Senator for Yukon
- In office 1975–1999
- Appointed by: Pierre Trudeau
- Succeeded by: Ione Christensen

Mayor of Whitehorse
- In office 1974–1976
- Preceded by: Bert Wybrew
- Succeeded by: Ione Christensen

Personal details
- Born: July 29, 1930 LaSalle, Ontario, Canada
- Died: July 23, 1999 (aged 68) Penticton, British Columbia, Canada

= Paul Lucier =

Canadian businessman and politician

Paul Lucier (July 29, 1930 - July 23, 1999) was a Canadian businessman and Senator.

Born in LaSalle, Ontario, the son of Adolph Lucier and Claire Laframboise, he was appointed by Pierre Trudeau the first Senator representing the senatorial division of Yukon in 1975. Sitting as a Liberal, he served until his death in 1999.

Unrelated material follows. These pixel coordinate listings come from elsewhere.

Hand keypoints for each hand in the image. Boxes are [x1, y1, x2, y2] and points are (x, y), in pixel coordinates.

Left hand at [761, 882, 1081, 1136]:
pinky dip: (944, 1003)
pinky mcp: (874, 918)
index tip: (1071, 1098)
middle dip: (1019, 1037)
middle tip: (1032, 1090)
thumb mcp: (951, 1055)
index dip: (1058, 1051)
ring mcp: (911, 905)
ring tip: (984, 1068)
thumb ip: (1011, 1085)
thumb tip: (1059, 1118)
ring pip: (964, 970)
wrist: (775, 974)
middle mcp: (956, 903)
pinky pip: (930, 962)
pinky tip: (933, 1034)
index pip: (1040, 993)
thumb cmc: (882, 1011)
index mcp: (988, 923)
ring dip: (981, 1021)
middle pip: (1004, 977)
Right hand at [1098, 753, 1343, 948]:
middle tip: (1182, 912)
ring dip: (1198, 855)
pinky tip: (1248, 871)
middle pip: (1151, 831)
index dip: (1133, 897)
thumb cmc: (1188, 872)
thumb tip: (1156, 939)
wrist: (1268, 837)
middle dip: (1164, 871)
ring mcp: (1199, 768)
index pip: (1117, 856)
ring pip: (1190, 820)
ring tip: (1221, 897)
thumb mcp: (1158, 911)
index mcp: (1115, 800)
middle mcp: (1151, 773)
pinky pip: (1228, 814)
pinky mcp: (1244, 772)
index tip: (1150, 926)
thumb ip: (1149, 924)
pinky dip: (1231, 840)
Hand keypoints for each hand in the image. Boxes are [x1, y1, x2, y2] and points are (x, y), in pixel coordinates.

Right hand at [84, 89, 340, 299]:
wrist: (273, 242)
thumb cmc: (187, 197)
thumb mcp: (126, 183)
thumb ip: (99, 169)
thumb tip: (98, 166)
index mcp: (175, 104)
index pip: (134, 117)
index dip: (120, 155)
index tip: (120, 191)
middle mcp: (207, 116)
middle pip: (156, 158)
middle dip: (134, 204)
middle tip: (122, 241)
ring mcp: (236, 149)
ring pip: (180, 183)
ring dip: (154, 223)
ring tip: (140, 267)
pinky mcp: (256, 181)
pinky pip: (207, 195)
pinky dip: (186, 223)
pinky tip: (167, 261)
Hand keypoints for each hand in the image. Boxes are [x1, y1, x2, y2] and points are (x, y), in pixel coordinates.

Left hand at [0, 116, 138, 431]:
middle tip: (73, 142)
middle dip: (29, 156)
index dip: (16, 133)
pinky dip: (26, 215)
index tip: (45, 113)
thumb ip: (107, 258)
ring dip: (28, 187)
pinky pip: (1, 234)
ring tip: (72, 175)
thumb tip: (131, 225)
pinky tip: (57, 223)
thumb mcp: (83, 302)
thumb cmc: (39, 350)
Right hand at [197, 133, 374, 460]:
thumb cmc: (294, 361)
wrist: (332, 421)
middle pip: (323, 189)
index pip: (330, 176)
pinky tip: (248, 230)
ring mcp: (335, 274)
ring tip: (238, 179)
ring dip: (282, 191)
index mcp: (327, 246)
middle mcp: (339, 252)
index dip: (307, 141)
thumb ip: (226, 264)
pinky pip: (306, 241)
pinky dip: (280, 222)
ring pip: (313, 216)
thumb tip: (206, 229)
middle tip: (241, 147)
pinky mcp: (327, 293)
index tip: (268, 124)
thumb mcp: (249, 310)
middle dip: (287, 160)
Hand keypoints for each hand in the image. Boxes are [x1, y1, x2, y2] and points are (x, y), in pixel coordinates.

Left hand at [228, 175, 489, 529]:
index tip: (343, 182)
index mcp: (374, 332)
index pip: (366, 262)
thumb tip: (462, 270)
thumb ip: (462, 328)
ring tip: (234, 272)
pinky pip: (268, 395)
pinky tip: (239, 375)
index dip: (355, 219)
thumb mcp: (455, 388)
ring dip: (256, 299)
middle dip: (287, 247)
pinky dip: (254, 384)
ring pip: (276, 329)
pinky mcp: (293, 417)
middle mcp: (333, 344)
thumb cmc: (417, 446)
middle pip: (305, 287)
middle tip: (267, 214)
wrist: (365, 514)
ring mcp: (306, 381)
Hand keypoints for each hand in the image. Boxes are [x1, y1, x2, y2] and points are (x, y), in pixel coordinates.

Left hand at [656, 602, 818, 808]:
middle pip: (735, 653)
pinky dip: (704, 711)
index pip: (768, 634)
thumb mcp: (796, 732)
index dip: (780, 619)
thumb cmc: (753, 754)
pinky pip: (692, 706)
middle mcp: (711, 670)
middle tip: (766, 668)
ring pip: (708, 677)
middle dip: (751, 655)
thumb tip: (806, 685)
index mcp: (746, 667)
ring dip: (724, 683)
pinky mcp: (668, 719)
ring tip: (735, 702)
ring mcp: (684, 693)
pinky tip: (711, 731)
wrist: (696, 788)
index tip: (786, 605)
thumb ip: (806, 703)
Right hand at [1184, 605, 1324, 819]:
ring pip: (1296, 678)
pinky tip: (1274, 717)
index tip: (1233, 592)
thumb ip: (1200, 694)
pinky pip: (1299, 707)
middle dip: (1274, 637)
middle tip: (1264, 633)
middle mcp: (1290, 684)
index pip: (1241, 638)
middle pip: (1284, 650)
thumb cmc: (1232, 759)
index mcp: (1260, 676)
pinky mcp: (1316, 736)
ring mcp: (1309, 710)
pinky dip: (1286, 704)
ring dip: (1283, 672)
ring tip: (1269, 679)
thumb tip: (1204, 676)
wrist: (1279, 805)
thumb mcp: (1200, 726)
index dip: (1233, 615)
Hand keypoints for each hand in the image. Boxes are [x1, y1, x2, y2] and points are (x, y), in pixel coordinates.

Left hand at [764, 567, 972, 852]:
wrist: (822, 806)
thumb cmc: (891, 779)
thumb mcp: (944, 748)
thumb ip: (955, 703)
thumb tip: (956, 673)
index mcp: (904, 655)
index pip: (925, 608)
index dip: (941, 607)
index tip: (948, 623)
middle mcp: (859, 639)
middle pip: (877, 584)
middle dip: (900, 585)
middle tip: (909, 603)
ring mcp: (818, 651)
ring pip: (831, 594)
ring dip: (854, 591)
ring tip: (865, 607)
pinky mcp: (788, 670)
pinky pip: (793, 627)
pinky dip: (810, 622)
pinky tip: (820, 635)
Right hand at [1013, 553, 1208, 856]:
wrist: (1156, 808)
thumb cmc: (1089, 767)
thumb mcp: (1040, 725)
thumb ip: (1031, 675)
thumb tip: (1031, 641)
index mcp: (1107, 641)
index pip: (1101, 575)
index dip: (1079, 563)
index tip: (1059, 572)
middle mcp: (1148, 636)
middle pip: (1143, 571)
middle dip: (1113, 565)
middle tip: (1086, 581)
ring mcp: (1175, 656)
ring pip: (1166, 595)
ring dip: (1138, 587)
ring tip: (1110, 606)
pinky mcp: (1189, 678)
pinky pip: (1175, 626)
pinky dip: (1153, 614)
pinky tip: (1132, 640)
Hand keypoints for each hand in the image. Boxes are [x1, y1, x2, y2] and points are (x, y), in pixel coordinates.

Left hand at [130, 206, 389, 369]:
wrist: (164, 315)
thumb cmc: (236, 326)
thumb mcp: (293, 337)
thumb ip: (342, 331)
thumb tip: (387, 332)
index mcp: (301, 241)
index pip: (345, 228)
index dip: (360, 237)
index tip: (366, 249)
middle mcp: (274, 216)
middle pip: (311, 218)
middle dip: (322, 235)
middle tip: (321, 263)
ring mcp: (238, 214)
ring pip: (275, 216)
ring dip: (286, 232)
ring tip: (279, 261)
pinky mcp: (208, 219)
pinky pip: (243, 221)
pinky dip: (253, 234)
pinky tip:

On arrival in the Yukon, he served as a deckhand on the SS Klondike, one of the few still operating river steamers. He later also served as a city councillor for Whitehorse City Council in Whitehorse, Yukon for several years, including serving as mayor in 1974–75.

Lucier was married to his wife, Grace, and had children Edward, Frances, and Tom. He died in Penticton, British Columbia in 1999.